Work instruction
Say how many lines in the records contain the string "edges". Nothing but the number should be given.

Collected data
┌──
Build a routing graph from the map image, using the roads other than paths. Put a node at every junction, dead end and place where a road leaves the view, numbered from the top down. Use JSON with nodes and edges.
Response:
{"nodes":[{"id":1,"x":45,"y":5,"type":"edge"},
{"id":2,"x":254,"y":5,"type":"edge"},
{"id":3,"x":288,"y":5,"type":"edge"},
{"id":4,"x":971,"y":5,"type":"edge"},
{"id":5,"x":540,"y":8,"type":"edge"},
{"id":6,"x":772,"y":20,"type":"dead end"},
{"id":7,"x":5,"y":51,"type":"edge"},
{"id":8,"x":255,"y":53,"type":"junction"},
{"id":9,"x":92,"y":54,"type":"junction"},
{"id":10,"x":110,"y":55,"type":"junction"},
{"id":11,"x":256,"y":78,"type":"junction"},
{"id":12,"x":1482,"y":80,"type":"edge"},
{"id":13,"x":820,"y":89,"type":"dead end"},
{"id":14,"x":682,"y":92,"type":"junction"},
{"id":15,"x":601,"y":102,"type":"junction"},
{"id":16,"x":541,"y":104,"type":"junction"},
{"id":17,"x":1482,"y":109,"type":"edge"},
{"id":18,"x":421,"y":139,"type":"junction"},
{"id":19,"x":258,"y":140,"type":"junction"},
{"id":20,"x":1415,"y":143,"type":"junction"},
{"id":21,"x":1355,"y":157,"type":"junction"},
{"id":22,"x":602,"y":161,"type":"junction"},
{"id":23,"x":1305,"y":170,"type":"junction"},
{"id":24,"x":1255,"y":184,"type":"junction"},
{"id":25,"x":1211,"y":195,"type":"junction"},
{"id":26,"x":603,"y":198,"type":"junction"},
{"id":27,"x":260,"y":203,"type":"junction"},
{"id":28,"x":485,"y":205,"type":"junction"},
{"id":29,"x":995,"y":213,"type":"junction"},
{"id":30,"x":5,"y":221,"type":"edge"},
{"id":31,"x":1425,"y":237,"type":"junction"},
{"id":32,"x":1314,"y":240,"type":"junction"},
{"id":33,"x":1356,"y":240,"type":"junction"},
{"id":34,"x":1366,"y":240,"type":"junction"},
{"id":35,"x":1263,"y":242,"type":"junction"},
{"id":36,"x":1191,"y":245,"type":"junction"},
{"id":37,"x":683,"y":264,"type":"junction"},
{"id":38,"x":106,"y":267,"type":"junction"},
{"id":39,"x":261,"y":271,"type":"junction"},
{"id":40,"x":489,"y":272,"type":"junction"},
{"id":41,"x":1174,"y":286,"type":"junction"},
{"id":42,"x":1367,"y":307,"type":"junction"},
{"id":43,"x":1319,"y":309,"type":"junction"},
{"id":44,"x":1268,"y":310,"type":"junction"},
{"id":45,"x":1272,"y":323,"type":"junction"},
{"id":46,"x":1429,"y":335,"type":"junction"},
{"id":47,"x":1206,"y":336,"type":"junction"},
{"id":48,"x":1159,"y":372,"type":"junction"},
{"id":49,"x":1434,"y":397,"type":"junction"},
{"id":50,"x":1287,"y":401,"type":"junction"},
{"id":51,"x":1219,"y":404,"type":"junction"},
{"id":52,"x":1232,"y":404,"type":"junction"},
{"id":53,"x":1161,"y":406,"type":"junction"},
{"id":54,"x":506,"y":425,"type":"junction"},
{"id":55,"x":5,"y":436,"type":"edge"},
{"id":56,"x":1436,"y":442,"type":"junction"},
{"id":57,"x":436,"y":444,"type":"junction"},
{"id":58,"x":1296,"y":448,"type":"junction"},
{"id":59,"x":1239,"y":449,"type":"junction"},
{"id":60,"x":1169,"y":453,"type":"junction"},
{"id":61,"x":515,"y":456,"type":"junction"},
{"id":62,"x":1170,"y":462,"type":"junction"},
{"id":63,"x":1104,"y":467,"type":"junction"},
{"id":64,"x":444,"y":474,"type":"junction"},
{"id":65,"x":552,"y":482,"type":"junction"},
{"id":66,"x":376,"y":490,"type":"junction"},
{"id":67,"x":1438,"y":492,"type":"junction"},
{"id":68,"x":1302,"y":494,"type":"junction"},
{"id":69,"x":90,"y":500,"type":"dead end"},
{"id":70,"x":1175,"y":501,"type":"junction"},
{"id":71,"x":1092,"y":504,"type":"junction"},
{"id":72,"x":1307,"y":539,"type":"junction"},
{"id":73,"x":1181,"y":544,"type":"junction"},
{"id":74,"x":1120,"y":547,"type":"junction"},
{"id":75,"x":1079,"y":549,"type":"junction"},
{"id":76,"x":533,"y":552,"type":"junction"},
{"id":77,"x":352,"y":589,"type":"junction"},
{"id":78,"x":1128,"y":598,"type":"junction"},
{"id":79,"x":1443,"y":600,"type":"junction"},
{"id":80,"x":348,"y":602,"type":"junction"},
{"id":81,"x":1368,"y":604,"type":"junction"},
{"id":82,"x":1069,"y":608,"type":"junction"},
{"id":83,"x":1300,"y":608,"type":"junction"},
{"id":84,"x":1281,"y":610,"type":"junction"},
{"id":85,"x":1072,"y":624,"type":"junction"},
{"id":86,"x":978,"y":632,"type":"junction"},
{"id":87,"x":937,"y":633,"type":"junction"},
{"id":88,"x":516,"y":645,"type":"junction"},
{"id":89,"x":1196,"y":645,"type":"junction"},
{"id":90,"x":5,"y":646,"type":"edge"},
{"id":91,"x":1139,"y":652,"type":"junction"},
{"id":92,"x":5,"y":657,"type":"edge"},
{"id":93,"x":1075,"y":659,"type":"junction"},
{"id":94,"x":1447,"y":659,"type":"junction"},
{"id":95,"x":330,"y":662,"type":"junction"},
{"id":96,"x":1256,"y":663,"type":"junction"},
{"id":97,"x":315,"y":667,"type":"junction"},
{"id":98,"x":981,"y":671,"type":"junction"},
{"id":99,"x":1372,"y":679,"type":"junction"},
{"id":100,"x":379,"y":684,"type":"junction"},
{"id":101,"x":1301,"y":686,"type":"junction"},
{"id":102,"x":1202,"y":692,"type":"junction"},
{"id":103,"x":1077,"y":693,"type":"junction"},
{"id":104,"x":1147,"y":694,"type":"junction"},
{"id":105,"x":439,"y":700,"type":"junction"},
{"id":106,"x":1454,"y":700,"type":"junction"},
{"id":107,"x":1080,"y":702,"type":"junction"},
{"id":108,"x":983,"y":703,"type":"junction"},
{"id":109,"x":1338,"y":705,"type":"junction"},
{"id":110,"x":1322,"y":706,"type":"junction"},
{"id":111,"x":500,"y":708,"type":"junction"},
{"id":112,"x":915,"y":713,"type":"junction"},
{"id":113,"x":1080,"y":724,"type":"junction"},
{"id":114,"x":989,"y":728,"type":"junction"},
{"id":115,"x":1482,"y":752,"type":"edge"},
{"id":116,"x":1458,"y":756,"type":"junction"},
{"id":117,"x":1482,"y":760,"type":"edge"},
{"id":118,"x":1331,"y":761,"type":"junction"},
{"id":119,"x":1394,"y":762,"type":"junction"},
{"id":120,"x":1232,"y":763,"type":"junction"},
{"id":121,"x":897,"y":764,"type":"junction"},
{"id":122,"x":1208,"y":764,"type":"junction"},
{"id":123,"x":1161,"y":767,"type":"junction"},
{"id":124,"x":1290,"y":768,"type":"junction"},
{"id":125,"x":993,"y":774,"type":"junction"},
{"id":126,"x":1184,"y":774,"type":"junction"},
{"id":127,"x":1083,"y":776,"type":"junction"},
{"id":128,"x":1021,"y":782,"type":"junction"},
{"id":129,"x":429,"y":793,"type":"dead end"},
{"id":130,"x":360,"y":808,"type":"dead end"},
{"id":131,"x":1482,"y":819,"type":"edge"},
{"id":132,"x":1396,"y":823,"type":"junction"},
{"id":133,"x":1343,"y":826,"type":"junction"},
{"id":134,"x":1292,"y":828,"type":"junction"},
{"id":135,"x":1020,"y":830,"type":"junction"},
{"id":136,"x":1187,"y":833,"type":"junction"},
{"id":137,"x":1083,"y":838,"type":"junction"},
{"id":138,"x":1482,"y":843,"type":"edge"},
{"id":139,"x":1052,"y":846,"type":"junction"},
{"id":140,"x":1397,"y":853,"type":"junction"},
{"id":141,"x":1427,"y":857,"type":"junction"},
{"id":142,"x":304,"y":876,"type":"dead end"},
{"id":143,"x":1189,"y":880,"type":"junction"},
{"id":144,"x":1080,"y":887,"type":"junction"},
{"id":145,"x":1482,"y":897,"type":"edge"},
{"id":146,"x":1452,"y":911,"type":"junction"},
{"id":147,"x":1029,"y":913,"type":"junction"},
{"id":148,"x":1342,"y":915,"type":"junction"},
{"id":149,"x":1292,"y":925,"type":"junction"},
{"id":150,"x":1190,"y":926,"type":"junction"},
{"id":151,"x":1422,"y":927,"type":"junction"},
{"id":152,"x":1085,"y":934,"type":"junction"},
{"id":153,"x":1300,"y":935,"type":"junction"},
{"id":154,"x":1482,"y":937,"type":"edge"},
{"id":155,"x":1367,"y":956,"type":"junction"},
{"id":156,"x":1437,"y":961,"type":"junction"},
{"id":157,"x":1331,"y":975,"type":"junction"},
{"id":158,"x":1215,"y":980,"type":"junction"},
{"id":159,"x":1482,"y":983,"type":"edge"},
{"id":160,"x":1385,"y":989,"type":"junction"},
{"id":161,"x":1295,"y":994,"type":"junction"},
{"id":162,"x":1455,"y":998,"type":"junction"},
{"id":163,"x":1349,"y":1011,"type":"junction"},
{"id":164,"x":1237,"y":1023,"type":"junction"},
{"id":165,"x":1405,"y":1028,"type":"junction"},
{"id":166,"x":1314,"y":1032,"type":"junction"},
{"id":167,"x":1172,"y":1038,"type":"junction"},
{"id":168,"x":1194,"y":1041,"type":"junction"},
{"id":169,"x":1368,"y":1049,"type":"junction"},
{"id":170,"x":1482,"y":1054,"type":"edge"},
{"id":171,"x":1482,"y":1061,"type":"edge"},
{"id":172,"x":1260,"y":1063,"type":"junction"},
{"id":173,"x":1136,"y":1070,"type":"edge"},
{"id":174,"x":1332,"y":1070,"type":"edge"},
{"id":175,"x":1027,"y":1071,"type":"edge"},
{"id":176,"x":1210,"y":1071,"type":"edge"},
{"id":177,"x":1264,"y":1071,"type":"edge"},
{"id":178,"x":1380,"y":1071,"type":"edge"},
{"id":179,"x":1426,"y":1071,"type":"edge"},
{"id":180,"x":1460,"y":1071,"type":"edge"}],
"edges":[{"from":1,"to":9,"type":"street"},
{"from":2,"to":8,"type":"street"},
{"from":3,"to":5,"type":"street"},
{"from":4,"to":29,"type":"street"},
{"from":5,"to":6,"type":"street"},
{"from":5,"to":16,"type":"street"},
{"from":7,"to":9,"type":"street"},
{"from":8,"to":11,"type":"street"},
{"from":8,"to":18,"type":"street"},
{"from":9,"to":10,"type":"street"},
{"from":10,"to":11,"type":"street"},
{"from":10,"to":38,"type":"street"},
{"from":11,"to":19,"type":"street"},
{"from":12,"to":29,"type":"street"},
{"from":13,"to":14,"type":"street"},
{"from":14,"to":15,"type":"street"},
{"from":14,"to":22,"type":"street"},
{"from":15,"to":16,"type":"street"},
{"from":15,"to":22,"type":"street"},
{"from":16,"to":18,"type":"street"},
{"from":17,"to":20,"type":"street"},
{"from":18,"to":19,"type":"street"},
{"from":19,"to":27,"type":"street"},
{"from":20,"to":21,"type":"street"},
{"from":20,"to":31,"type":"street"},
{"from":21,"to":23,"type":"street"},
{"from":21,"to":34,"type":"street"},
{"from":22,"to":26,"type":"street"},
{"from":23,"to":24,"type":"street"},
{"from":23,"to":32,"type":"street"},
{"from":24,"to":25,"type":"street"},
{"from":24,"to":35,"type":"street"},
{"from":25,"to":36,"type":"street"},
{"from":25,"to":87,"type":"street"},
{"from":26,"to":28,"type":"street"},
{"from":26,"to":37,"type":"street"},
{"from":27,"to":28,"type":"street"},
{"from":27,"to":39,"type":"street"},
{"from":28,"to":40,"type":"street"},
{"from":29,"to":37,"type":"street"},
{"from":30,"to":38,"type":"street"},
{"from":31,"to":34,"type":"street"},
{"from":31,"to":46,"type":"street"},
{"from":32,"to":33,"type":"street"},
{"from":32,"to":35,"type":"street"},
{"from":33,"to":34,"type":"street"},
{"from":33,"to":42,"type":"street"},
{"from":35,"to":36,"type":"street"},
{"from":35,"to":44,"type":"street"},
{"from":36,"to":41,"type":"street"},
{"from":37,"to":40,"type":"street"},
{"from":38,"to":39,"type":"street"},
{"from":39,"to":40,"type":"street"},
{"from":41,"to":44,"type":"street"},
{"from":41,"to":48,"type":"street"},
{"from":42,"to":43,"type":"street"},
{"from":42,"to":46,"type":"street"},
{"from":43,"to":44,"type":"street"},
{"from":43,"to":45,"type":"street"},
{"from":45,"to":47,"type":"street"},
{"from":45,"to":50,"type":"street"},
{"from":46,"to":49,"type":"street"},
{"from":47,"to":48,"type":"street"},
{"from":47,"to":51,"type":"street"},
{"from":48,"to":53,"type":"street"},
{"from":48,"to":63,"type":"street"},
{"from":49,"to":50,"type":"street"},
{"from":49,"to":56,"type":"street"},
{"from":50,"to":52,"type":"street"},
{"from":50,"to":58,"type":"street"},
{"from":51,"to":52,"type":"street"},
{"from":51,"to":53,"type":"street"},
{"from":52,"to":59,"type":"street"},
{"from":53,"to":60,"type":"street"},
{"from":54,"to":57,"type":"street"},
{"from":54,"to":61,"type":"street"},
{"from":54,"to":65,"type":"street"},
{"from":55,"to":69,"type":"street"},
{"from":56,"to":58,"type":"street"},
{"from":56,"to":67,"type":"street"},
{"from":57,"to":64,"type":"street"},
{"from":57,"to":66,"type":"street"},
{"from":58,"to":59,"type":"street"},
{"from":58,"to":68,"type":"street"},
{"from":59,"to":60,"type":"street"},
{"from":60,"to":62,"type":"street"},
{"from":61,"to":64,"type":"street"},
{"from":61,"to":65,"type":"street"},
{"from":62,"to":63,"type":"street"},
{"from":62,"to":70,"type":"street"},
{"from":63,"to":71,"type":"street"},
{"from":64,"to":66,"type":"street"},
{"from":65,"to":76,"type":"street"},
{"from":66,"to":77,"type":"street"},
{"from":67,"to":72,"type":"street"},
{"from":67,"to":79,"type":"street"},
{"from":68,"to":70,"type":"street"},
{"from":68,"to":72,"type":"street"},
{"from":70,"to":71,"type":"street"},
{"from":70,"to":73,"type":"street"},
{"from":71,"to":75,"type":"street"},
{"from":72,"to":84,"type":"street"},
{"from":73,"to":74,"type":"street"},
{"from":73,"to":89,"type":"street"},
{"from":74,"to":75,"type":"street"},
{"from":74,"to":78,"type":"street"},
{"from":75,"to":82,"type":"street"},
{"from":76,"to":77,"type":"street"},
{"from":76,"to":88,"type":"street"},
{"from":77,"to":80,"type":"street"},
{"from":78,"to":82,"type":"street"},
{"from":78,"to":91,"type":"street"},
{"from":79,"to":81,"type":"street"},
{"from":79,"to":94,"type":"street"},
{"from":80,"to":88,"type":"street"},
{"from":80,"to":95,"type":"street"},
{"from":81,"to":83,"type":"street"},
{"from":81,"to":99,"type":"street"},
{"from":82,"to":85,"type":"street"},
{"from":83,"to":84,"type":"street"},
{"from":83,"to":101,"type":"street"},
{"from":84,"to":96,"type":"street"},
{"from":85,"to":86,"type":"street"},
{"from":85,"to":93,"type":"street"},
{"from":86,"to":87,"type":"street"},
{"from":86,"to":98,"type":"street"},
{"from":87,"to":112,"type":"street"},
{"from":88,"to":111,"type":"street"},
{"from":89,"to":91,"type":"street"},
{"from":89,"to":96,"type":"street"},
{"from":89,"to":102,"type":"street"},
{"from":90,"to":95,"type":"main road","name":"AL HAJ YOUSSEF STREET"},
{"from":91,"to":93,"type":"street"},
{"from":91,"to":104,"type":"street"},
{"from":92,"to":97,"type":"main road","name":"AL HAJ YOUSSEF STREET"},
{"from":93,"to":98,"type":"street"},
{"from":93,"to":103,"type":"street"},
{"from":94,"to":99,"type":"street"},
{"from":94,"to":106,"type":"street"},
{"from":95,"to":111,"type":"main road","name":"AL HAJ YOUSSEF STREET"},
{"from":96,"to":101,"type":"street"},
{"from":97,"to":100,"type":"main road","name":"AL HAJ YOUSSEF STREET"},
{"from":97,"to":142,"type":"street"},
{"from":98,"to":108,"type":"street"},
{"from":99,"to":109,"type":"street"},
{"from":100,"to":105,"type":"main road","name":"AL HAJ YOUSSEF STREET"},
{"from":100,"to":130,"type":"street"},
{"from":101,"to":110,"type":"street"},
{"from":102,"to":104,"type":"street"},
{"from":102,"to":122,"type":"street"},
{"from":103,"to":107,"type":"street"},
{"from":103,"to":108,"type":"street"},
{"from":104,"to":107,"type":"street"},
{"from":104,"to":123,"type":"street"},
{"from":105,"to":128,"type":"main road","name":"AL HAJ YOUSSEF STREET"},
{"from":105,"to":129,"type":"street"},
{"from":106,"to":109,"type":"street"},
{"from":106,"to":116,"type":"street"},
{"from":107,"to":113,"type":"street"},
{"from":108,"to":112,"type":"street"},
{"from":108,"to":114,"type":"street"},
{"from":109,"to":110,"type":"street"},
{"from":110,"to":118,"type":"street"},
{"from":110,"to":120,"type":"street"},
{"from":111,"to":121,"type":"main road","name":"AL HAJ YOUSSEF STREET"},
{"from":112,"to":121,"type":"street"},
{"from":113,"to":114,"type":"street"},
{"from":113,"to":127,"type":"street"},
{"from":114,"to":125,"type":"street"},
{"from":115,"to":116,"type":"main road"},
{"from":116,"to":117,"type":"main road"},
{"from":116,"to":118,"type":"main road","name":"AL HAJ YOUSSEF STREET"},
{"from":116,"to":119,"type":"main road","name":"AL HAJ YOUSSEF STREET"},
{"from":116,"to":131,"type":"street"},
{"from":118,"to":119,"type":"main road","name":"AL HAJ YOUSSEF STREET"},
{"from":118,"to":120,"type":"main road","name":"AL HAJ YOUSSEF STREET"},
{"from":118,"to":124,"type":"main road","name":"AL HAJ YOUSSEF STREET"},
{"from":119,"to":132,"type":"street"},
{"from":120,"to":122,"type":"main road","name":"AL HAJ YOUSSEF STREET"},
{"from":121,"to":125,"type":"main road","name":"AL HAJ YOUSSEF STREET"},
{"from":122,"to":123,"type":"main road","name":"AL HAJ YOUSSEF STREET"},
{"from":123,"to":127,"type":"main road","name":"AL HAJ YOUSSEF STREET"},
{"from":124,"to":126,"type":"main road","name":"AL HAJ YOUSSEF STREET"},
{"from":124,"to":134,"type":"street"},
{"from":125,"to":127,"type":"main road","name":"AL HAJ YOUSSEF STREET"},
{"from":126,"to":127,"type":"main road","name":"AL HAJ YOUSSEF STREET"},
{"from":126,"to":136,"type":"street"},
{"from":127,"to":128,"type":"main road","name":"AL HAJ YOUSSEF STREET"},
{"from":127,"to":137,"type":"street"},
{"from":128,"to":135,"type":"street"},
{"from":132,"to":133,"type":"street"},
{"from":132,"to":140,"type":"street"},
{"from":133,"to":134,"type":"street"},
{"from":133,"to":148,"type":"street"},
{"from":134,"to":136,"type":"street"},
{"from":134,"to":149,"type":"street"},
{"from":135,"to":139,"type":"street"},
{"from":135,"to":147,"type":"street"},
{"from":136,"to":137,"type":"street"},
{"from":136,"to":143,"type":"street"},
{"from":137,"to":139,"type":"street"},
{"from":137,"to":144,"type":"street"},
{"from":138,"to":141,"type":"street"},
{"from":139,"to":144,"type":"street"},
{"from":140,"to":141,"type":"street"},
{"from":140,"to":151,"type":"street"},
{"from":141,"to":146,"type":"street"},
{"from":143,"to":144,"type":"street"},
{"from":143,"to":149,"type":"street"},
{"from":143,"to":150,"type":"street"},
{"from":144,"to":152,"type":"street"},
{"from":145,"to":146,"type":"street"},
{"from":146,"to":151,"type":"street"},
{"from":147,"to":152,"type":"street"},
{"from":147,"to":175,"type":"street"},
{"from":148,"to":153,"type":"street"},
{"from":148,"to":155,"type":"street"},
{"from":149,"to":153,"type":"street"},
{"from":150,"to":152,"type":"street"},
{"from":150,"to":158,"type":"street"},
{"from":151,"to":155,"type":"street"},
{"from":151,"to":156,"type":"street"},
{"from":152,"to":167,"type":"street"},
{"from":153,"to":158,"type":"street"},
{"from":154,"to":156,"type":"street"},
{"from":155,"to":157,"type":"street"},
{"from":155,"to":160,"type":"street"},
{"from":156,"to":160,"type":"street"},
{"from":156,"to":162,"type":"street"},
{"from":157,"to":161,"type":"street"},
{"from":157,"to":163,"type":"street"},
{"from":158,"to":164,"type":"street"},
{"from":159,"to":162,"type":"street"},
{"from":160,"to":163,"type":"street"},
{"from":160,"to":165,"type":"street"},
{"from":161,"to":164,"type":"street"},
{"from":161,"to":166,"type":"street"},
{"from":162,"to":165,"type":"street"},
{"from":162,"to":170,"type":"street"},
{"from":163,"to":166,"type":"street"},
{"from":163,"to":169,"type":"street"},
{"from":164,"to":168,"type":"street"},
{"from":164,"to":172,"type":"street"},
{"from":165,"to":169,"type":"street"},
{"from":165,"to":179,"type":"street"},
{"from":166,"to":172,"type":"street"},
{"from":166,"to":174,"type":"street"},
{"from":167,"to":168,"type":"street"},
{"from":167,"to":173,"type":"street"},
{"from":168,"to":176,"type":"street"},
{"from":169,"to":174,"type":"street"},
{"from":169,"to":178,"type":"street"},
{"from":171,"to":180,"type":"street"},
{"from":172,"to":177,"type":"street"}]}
└──
Answer for the task
2